So, Pollinate Energy is basically awesome; for a whole bunch of reasons. If you're into renewable energy, sustainable development, poverty alleviation or any other change-the-world-fetish, go and check them out.
The model is an innovative combination of micro-finance (a la the Grameen Bank), small-scale renewable energy generation and LED lighting. Tent dwellers, outside of the formal economy, get the opportunity for clean, free light with a micro-finance loan over 5 weeks. Light allows study, cooking and family activity after dark, without the health impacts and ongoing costs of burning kerosene. Furthermore, Pollinate is set up to support the emerging business of providing micro-finance solutions for clean energy products (rather than simply retailing the products itself), showing good potential scalability and support for local micro enterprise.
A good news story all round.
That's enough of a plug... The theme of this post is rather around some thoughts that the Pollinate approach has sparked for me: models for delivering basic infrastructure services in informal settlements; because I believe that is one of the keys to effective future urban systems.
I was fortunate to get the opportunity to mentor one of Pollinate's interns, Glenda Yiu (@glendayiu), and the presentation of her experience in Bangalore got me thinking about flexible, informal infrastructure in ballooning emerging market cities.
There is a stat I discovered while developing the WSP Future Cities programme in Africa that floored me - less than 2% of the world's structures are designed by architects... Wow. That probably means that less than 2% of the world's structures include modern engineering, and that less than 2% of the world's structures are connected to conventional urban infrastructure. Many of those structures are in unplanned areas, outside the formal economy and knowledge sector.
The global urban world is predominantly informal. The global urban world emerges, it isn't planned.
This has profound implications for the formal property sector - from finance to design, construction and leasing. Our industry requires stable governance structures, private land ownership and high finance to function. Some, or all of these things are typically absent in the development model likely to dominate the engines of global growth for the next two decades - emerging market cities (McKinsey and BCG both estimate in excess of 40% of global GDP to come from these cities).
Most of the urban world is informal. Out of the reach of the design professionals who depend on it - engineers, architects, urban designers and planners. True, as emerging cities grow, many will broaden the areas well suited to conventional property investment, but there remains a large untapped opportunity in the informal sector for innovation in the delivery of formal services - either conventional 'property' services (like offices, markets, places for entertainment) or infrastructure services (energy, water, sanitation).
Listed property funds dominate the commercial property sector, while governments and large investment banks typically fund infrastructure. All of them have failed the informal sector to a greater or lesser degree and none have developed models for services that seem able to deal with the scale and pace of urbanisation in emerging markets.
Which brings me back to Pollinate - not just a renewable energy company, but a model for delivering basic infrastructure services to an entire socio-economic category currently unserviced by the formal economy.

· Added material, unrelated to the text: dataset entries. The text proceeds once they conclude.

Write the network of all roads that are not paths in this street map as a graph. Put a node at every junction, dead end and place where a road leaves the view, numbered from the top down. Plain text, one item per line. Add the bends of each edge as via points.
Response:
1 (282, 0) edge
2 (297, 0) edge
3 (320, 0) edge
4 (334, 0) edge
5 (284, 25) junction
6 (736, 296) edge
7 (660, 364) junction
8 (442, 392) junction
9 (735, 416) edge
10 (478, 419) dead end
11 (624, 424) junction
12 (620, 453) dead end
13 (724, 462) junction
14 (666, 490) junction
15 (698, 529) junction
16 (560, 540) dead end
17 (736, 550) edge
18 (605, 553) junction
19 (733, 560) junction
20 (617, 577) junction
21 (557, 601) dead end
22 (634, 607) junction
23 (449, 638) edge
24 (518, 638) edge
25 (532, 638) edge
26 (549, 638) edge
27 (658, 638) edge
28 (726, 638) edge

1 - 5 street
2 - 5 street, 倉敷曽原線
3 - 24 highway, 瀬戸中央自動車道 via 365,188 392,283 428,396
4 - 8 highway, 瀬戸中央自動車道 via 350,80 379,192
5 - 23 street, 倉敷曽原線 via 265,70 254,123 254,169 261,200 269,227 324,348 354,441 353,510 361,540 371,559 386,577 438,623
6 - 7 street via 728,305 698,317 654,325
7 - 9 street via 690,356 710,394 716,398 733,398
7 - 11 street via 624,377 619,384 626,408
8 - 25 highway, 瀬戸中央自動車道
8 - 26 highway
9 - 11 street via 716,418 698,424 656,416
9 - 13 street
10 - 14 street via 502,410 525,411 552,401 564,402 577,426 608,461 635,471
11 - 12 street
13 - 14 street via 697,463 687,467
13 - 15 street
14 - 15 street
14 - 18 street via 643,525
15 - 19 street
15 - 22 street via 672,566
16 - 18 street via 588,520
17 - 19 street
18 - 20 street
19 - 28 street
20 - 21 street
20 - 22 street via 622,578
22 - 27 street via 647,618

And a class which represents one of the engines of global growth and prosperity.
One of the big challenges that I foresee is the difficulty of applying the Pollinate model to other utility services - water and sanitation. The complexity of sanitation systems makes micro-finance more difficult and/or inaccessible, but the potential benefits are extraordinary. Clean drinking water and safe sanitation are two of the keys to unlocking the growth potential of informal cities. It is here that project like The Future of the Toilet (Gates foundation) and corporate innovation in decentralised infrastructure could have a huge role to play.
As the major global drinks retailers have learned, from Coca Cola to South African Breweries , there is money in the informal sector. But it is thinly spread and a challenge to access, requiring extraordinary distribution and logistics networks to function profitably. Combining emerging tech with micro-finance is revolutionary, but I have think there are real opportunities for refinement. Another sector with some lessons that I think may be relevant is the mobile phone sector, and particularly the M-PESA banking service that has engaged the informal sector in Kenya (nearly everyone has a mobile phone, not everyone has a bank account).
I would not be surprised to see mobile phone/data companies providing the framework for broader decentralised infrastructure services.
We have seen the rise of multi-utility service companies - MUSCos - operating at the precinct scale (examples at Marina Bay in Singapore, Elephant and Castle in London and now Central Park in Sydney), supplying integrated municipal services to large urban infill developments: energy, water, sanitation and data. The mobile phone companies have already made the leap to decentralised infrastructure models and micro-finance, so it's not too far a step to develop energy and sanitation solutions to match.
If the McKinseys and BCGs are right, and emerging market cities prove to be the hub of future growth, then innovative solutions for informal, decentralised infrastructure could be the critical component to unlock that growth; for governments, corporates and service providers. And professional services businesses that rely on formal property models will have to adapt very quickly to the 'informal' to take full advantage of this next wave of global prosperity.